Meanwhile, they made DuckDB open-source on GitHub, under the MIT license. The R community — the same community that had told Mühleisen they hated databases — began testing it.

What happened next surprised even the people who built it.

"Barely Working" Software and the R Community

Mühleisen later reflected on the early testers with visible gratitude.

The R community, he said, was willing to pick up software that was barely working and give honest feedback. This was unusual. Most users of production software would simply abandon a tool that crashed or behaved unexpectedly. R practitioners — many of them statisticians and researchers who understood the difference between a prototype and a product — would file issues, describe the exact conditions that caused failures, and wait for fixes.

"My definition of success," Mühleisen has said, "is not to write papers. It's to have impact."

For a researcher at a publicly funded institute, that is a quietly radical statement.

2020: The PhD Defense

In 2020, Mark Raasveldt defended his thesis at Leiden University. The panel reviewed years of work on database-analytics integration. DuckDB was the capstone — the system that incorporated every lesson, every failed prototype, every insight from MonetDBLite's near-miss.

At the time of his defense, DuckDB was a promising open-source project with growing adoption in the R ecosystem.

Within three years, it would be downloaded ten million times a month.


IV. THE BREAKTHROUGH: When the Internet Discovered the Duck

Hacker News, 2020

The post title was simple: DuckDB: SQLite for Analytics.

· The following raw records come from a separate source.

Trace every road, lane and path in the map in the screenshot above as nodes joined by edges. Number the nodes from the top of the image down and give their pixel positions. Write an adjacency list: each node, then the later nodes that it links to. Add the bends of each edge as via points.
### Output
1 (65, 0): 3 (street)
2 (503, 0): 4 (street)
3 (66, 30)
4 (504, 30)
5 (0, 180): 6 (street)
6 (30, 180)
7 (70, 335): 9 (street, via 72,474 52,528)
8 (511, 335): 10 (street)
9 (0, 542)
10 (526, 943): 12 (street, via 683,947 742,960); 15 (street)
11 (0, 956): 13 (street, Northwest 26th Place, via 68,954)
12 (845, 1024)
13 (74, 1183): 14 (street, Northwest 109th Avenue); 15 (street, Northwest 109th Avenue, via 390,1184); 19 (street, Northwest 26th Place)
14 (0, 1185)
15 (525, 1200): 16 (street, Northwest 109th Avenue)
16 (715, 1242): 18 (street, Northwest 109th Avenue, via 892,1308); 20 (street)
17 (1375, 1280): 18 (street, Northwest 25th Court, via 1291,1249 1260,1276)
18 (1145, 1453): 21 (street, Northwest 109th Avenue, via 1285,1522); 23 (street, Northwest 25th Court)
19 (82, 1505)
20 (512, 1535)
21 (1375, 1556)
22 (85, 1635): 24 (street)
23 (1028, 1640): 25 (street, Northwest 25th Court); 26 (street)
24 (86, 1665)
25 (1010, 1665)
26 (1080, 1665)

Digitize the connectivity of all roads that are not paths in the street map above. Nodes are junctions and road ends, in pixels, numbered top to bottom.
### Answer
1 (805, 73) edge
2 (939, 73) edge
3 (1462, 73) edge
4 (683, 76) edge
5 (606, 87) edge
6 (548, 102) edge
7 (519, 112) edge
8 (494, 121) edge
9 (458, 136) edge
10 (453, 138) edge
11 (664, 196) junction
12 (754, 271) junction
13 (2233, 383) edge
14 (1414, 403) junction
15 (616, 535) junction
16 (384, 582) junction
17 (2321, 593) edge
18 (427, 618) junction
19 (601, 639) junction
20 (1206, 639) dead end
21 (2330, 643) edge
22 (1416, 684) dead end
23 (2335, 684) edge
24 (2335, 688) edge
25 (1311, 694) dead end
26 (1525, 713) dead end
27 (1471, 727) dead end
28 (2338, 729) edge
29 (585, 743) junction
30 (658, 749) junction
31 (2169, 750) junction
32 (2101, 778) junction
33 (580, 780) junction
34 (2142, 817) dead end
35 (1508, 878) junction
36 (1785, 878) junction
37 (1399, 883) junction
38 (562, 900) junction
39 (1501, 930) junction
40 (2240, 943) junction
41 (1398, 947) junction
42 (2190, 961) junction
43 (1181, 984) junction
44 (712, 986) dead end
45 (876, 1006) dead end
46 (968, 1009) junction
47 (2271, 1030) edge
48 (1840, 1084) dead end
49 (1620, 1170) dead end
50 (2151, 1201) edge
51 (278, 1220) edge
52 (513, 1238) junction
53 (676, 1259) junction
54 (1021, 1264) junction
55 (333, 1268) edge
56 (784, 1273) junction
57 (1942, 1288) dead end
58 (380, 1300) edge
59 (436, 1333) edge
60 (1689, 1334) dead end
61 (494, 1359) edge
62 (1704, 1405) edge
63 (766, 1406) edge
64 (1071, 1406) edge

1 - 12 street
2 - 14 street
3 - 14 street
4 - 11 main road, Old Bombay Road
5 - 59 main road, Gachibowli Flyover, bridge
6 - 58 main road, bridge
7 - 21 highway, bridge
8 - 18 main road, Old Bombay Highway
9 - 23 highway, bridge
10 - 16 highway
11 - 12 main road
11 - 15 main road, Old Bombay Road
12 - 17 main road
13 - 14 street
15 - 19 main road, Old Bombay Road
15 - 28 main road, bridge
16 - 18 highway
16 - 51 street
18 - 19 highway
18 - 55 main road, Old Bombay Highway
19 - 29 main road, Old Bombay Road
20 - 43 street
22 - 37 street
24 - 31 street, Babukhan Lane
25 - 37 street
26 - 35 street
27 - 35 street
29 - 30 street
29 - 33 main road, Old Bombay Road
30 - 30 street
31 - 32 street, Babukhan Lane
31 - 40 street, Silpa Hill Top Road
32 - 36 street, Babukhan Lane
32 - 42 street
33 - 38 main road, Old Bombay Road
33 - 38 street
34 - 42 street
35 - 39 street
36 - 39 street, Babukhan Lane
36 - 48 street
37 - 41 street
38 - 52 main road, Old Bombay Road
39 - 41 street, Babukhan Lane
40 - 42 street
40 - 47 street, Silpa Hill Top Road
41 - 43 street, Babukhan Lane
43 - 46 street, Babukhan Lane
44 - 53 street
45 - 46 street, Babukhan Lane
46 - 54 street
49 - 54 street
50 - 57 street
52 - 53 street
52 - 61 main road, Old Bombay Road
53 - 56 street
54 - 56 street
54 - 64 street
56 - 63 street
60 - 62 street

It landed on Hacker News in June 2020 and climbed the front page. The comments were not the usual skeptical banter that greets database announcements. They were something rarer: genuine excitement.

People had been waiting for this without knowing they were waiting for it.

The pattern of discovery was consistent across hundreds of comments and later blog posts: a data scientist tries DuckDB for the first time. They have a query that takes 45 seconds in Pandas or requires spinning up a Spark cluster. They run it in DuckDB. It finishes in 2 seconds. On their laptop.

The absence of servers was as important as the speed.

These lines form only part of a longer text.